> Activity
Reproduce the records precisely. Omit every picture.

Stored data
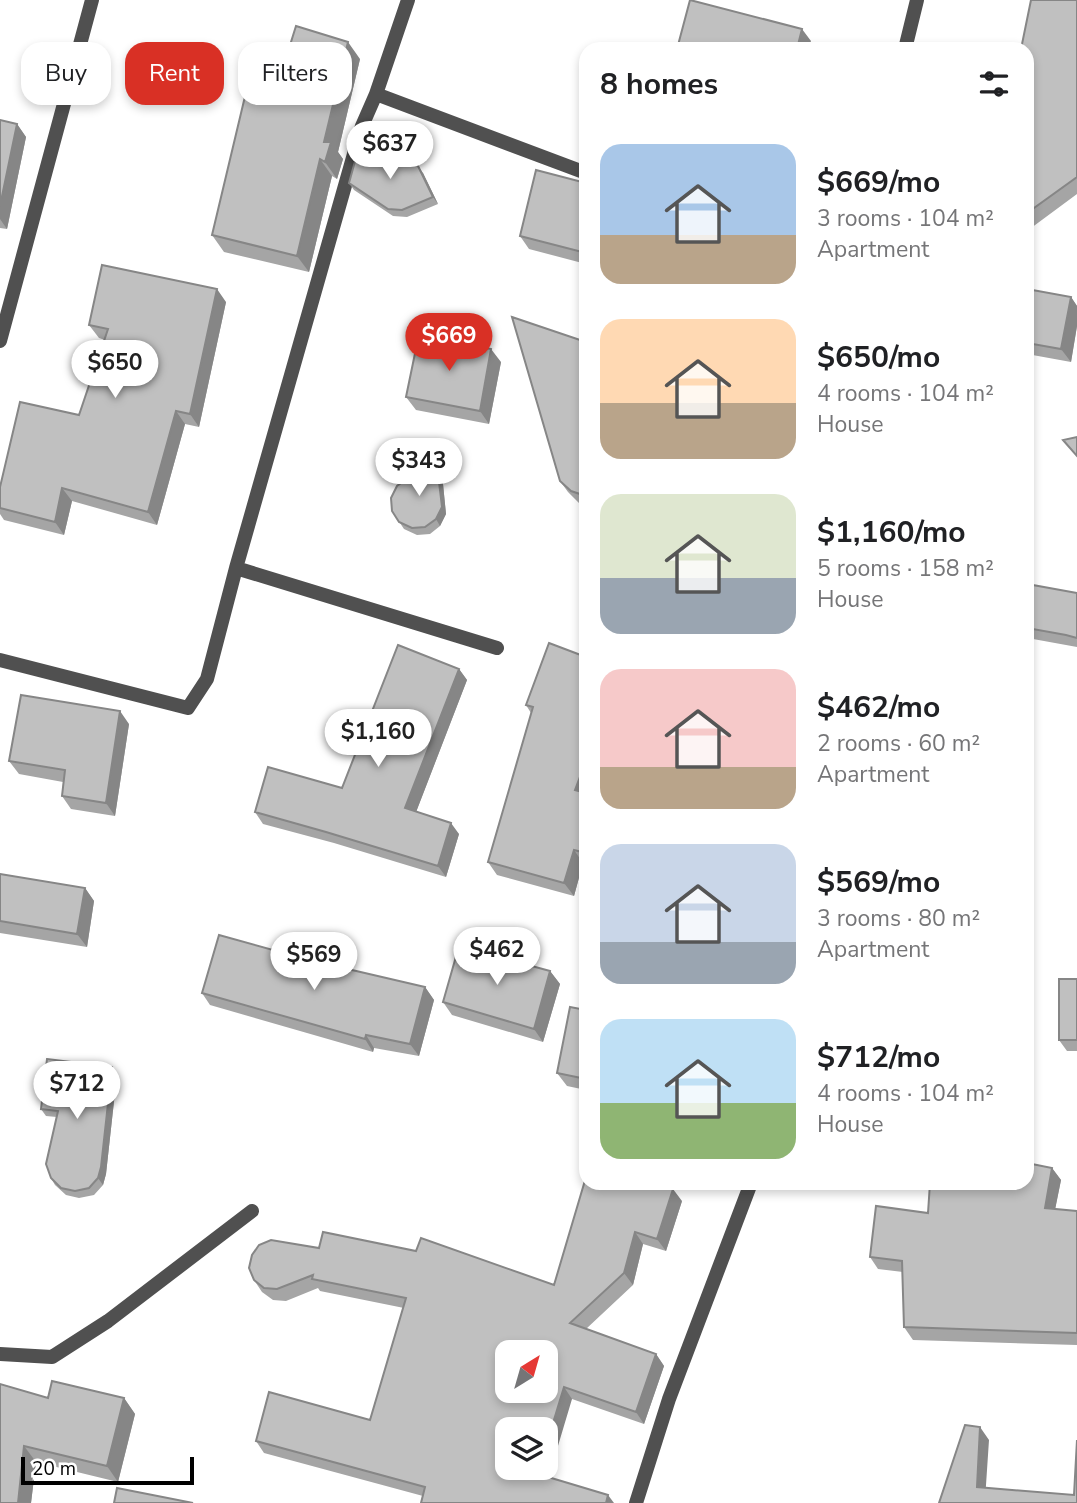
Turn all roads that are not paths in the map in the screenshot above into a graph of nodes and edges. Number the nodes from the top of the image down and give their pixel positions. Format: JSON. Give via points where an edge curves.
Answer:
{"nodes":[{"id":1,"x":92,"y":0,"type":"edge"},
{"id":2,"x":408,"y":0,"type":"edge"},
{"id":3,"x":917,"y":0,"type":"edge"},
{"id":4,"x":907,"y":42,"type":"edge"},
{"id":5,"x":376,"y":94,"type":"junction"},
{"id":6,"x":579,"y":170,"type":"edge"},
{"id":7,"x":4,"y":312,"type":"edge"},
{"id":8,"x":0,"y":341,"type":"edge"},
{"id":9,"x":236,"y":568,"type":"junction"},
{"id":10,"x":497,"y":648,"type":"dead end"},
{"id":11,"x":0,"y":660,"type":"edge"},
{"id":12,"x":748,"y":1190,"type":"edge"},
{"id":13,"x":252,"y":1212,"type":"dead end"},
{"id":14,"x":0,"y":1353,"type":"edge"},
{"id":15,"x":636,"y":1503,"type":"edge"}],
"edges":[{"from":1,"to":7,"type":"street"},
{"from":2,"to":5,"type":"street"},
{"from":3,"to":4,"type":"street"},
{"from":5,"to":6,"type":"street"},
{"from":5,"to":9,"type":"street","via":[[362,126]]},
{"from":7,"to":8,"type":"street"},
{"from":9,"to":10,"type":"street"},
{"from":9,"to":11,"type":"street","via":[[207,679],[188,708]]},
{"from":12,"to":15,"type":"street","via":[[669,1399]]},
{"from":13,"to":14,"type":"street","via":[[108,1321],[52,1357]]}]}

> Reply to the exercise
Turn all roads that are not paths in the map in the screenshot above into a graph of nodes and edges. Number the nodes from the top of the image down and give their pixel positions. Format: JSON. Give via points where an edge curves.
Answer:
{"nodes":[{"id":1,"x":92,"y":0,"type":"edge"},
{"id":2,"x":408,"y":0,"type":"edge"},
{"id":3,"x":917,"y":0,"type":"edge"},
{"id":4,"x":907,"y":42,"type":"edge"},
{"id":5,"x":376,"y":94,"type":"junction"},
{"id":6,"x":579,"y":170,"type":"edge"},
{"id":7,"x":4,"y":312,"type":"edge"},
{"id":8,"x":0,"y":341,"type":"edge"},
{"id":9,"x":236,"y":568,"type":"junction"},
{"id":10,"x":497,"y":648,"type":"dead end"},
{"id":11,"x":0,"y":660,"type":"edge"},
{"id":12,"x":748,"y":1190,"type":"edge"},
{"id":13,"x":252,"y":1212,"type":"dead end"},
{"id":14,"x":0,"y":1353,"type":"edge"},
{"id":15,"x":636,"y":1503,"type":"edge"}],
"edges":[{"from":1,"to":7,"type":"street"},
{"from":2,"to":5,"type":"street"},
{"from":3,"to":4,"type":"street"},
{"from":5,"to":6,"type":"street"},
{"from":5,"to":9,"type":"street","via":[[362,126]]},
{"from":7,"to":8,"type":"street"},
{"from":9,"to":10,"type":"street"},
{"from":9,"to":11,"type":"street","via":[[207,679],[188,708]]},
{"from":12,"to":15,"type":"street","via":[[669,1399]]},
{"from":13,"to":14,"type":"street","via":[[108,1321],[52,1357]]}]}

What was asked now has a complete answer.